[WORK TO COMPLETE]: Find each line in the following listing that has the string "roads", then state the count and nothing else.

[SOURCE MATERIAL]:

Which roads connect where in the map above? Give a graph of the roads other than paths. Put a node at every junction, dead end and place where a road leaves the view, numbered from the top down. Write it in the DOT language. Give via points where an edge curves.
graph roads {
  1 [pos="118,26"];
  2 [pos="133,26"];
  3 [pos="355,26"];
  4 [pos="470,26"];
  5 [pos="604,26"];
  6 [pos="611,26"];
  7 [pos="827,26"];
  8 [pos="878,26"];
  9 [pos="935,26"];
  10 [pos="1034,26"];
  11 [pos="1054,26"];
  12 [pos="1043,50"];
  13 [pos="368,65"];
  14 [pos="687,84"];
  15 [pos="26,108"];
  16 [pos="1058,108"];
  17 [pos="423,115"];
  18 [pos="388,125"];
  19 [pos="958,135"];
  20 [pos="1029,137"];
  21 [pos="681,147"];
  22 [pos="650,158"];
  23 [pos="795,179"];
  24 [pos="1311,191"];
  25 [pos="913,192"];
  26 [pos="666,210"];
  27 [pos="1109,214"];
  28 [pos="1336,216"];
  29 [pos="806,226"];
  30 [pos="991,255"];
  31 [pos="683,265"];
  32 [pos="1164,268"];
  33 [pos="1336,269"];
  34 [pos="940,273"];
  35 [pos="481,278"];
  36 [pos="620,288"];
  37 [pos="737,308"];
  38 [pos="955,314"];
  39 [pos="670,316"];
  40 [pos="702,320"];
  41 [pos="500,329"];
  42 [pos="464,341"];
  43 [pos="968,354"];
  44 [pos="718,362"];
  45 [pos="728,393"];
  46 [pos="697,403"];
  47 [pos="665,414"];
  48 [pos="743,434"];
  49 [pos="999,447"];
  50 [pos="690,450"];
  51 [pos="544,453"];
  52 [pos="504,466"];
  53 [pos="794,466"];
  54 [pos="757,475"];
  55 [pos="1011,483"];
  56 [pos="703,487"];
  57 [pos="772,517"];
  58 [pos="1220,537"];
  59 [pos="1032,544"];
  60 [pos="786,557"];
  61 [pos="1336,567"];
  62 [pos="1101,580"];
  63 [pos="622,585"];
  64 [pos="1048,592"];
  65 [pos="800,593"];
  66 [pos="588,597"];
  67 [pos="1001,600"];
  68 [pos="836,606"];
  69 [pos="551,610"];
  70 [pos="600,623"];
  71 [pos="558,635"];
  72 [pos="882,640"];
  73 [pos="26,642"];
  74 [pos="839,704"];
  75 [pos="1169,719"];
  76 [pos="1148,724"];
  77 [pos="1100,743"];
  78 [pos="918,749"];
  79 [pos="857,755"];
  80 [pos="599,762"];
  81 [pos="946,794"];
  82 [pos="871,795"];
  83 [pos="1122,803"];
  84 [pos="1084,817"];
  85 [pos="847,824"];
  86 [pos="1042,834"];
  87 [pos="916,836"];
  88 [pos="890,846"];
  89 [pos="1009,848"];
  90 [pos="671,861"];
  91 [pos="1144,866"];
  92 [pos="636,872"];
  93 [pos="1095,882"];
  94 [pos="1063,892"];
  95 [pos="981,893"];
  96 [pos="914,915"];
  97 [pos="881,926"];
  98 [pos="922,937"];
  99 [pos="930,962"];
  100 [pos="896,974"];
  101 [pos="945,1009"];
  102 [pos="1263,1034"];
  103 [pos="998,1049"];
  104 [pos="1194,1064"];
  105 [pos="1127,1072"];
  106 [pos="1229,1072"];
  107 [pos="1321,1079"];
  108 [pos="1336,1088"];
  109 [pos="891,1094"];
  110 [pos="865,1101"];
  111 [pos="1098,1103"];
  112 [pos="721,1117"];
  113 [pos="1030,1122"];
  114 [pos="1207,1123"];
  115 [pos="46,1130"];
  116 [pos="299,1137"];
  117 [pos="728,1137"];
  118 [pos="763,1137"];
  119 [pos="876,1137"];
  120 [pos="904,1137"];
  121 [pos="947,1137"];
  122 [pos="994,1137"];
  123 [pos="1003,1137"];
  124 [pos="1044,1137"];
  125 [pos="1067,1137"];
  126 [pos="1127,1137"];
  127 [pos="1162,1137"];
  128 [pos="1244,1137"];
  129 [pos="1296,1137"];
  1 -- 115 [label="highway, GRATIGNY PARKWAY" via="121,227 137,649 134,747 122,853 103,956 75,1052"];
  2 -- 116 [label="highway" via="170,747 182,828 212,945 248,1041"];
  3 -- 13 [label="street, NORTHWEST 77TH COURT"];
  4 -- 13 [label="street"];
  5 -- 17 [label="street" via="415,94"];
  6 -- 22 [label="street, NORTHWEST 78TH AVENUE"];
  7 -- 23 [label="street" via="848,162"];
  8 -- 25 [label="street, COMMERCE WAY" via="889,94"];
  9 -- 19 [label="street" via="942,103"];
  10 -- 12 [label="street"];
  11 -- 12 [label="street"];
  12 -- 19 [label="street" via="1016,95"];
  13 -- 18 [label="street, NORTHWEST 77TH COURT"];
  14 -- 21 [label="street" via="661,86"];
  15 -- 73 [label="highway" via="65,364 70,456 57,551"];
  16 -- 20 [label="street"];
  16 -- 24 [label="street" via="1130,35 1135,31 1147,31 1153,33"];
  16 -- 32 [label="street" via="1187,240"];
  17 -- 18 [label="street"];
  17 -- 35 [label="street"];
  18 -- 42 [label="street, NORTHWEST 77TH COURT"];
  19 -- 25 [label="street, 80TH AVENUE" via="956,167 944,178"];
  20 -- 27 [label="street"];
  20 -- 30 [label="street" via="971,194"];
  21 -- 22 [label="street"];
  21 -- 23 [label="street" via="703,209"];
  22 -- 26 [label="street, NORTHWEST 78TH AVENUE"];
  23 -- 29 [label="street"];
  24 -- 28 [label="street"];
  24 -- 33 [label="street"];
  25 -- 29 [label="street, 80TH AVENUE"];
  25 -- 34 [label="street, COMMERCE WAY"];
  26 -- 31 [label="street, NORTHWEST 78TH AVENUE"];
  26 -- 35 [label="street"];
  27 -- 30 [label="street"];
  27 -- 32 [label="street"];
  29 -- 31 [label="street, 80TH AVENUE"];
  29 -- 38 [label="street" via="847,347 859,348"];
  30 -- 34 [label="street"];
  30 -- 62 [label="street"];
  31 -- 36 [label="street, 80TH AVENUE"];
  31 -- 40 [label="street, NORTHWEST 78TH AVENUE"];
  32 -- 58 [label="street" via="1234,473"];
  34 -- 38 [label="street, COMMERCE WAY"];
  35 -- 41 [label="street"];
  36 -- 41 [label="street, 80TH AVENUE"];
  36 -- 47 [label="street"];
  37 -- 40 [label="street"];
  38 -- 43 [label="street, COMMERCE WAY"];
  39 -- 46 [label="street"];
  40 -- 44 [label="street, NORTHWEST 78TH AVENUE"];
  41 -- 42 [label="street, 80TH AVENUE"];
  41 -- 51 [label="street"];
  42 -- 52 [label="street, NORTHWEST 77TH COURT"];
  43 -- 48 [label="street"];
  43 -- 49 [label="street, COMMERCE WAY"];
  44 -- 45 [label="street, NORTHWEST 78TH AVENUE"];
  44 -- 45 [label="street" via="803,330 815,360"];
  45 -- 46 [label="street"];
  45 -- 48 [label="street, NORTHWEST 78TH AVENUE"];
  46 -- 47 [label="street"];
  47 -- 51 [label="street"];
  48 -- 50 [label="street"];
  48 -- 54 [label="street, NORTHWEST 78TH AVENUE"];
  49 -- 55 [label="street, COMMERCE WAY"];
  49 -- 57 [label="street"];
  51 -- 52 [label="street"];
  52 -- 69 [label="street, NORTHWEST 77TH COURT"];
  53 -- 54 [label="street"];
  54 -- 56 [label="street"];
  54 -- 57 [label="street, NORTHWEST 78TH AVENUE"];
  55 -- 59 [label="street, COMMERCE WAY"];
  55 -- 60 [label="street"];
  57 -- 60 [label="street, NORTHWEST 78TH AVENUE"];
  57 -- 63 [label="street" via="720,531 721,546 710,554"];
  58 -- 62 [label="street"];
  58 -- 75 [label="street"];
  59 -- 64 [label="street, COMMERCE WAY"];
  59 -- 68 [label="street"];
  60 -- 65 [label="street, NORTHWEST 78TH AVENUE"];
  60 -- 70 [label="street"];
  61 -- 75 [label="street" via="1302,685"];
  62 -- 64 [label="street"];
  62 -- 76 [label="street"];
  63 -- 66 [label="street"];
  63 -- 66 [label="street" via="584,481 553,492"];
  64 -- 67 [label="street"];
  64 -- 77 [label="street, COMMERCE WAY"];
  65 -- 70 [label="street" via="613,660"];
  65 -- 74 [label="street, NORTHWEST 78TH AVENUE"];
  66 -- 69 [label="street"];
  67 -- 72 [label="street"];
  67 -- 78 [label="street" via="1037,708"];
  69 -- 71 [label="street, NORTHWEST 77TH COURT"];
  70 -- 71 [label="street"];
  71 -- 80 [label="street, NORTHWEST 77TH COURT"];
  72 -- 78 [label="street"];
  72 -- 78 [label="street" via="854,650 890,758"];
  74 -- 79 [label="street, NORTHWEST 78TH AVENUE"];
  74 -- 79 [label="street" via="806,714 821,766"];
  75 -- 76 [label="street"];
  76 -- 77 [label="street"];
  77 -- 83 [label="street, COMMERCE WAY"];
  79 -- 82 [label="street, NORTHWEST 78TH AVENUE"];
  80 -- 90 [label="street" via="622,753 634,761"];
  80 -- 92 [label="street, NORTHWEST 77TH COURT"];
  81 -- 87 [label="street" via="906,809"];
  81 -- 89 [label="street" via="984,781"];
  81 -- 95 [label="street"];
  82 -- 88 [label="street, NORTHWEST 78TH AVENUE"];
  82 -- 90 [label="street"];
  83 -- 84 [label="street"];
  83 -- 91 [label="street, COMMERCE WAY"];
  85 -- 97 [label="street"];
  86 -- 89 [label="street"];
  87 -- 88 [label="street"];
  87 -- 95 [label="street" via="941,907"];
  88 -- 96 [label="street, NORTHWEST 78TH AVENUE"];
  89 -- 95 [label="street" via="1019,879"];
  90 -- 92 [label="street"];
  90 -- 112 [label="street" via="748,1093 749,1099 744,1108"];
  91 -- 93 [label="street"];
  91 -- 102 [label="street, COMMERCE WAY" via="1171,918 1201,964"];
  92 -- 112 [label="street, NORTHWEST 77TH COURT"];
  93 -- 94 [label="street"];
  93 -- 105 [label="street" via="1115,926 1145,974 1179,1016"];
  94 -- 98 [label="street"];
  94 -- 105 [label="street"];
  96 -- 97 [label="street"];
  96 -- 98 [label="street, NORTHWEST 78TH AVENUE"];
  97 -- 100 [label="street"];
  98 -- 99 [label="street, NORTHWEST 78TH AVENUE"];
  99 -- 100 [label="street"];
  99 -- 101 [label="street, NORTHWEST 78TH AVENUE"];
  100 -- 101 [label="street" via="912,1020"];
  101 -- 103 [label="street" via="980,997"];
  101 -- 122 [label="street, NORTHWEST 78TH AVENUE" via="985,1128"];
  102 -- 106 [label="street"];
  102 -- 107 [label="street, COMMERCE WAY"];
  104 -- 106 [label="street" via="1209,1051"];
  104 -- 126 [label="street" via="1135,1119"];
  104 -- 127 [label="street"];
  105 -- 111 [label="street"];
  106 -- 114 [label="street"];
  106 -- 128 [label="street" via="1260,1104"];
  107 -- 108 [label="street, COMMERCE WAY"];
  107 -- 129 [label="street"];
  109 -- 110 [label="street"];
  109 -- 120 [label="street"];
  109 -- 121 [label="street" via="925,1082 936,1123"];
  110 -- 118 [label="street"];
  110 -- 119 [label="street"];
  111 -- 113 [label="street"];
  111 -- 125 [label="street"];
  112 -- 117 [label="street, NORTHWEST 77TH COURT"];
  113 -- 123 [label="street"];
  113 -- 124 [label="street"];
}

[EXERCISE ANSWER]: 2